Example: Batch Webhook Delivery

q.use(jobFusion({
  rules: [{
    match: 'webhook.deliver',
    groupBy: (job) => (job.payload as any).endpoint,
    window: 2000,
    maxBatch: 100,
    fuse: (jobs) => ({
      endpoint: (jobs[0]!.payload as any).endpoint,
      events: jobs.map(j => (j.payload as any).event),
    }),
  }],
}))

// Handle the fused job
q.handle('webhook.deliver', async (ctx) => {
  const { endpoint, events } = ctx.job.payload as any
  // events is an array of all batched events
  await fetch(endpoint, {
    method: 'POST',
    body: JSON.stringify({ events }),
  })
})

Schema Versioning

Payload migration and validation for evolving job schemas. When your payload format changes, define migration functions between versions and the plugin handles the rest.

Installation

npm install @psyqueue/plugin-schema-versioning

Configuration

import { schemaVersioning } from '@psyqueue/plugin-schema-versioning'

q.use(schemaVersioning())

No configuration options for the plugin itself. Versioning is configured per-handler.

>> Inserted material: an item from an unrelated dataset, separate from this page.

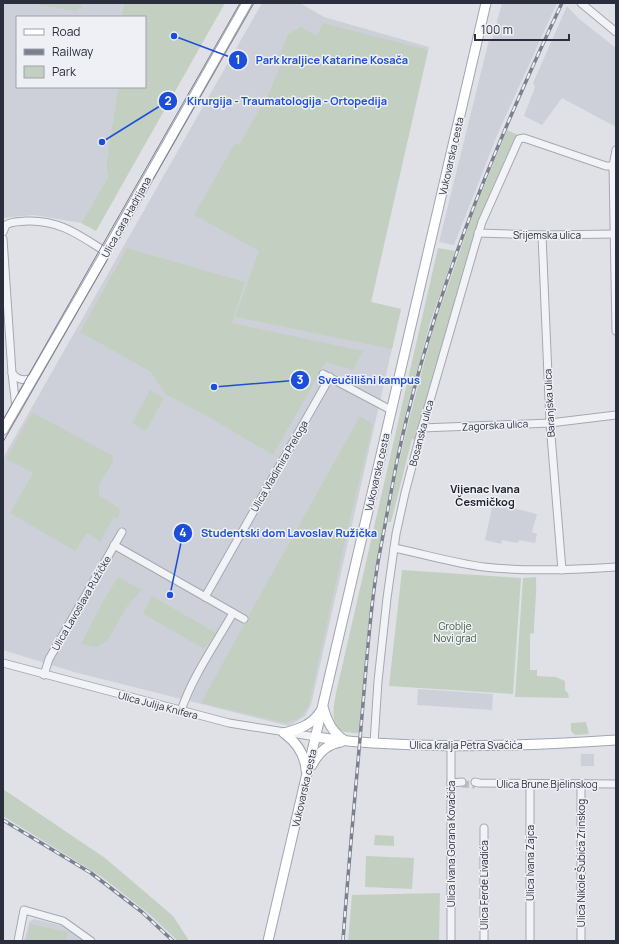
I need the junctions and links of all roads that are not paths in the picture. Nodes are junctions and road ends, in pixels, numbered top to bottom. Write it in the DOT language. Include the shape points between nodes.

Defining Versioned Handlers

Use schemaVersioning.versioned() to create a handler with version-aware processing:

import { schemaVersioning } from '@psyqueue/plugin-schema-versioning'
import { z } from 'zod'

q.use(schemaVersioning())

q.handle('email.send', schemaVersioning.versioned({
  current: 2,
  versions: {
    1: {
      schema: z.object({
        to: z.string(),
        body: z.string(),
      }),
      process: async (ctx) => {
        // Handle v1 payloads
        const { to, body } = ctx.job.payload as any
        await sendEmail(to, 'No Subject', body)
      },
      migrate: (payload: any) => ({
        to: payload.to,
        subject: 'No Subject',
        body: payload.body,
      }),
    },
    2: {
      schema: z.object({
        to: z.string(),
        subject: z.string(),
        body: z.string(),
      }),
      process: async (ctx) => {
        // Handle v2 payloads (current)
        const { to, subject, body } = ctx.job.payload as any
        await sendEmail(to, subject, body)
      },
    },
  },
}))

VersionConfig

interface VersionConfig {
  schema: ZodSchema            // Zod schema for validation
  process: JobHandler          // Handler for this version
  migrate?: (payload: unknown) => unknown  // Migrate FROM this version to the next
}

How It Works

  1. Job is dequeued with schemaVersion: 1.
  2. Plugin detects current version is 2.
  3. Builds migration chain: v1.migrate transforms the payload.
  4. Validates the migrated payload against v2.schema.
  5. If valid, calls v2.process.
  6. If invalid, dead-letters with SCHEMA_MISMATCH.

Migration Chains

Migrations are composable. If you're on version 3 and receive a version 1 payload:

v1 --[v1.migrate]--> v2 --[v2.migrate]--> v3

Each version's migrate function only needs to handle the transformation from that version to the next.

Enqueuing with a Schema Version

await q.enqueue('email.send', {
  to: 'user@example.com',
  subject: 'Hello',
  body: 'World',
}, {
  meta: { schemaVersion: 2 },
})

Jobs without a schemaVersion default to version 1.

Validation

Validation uses Zod schemas. If the payload does not match the current version's schema after migration, the job is dead-lettered with a SCHEMA_MISMATCH reason.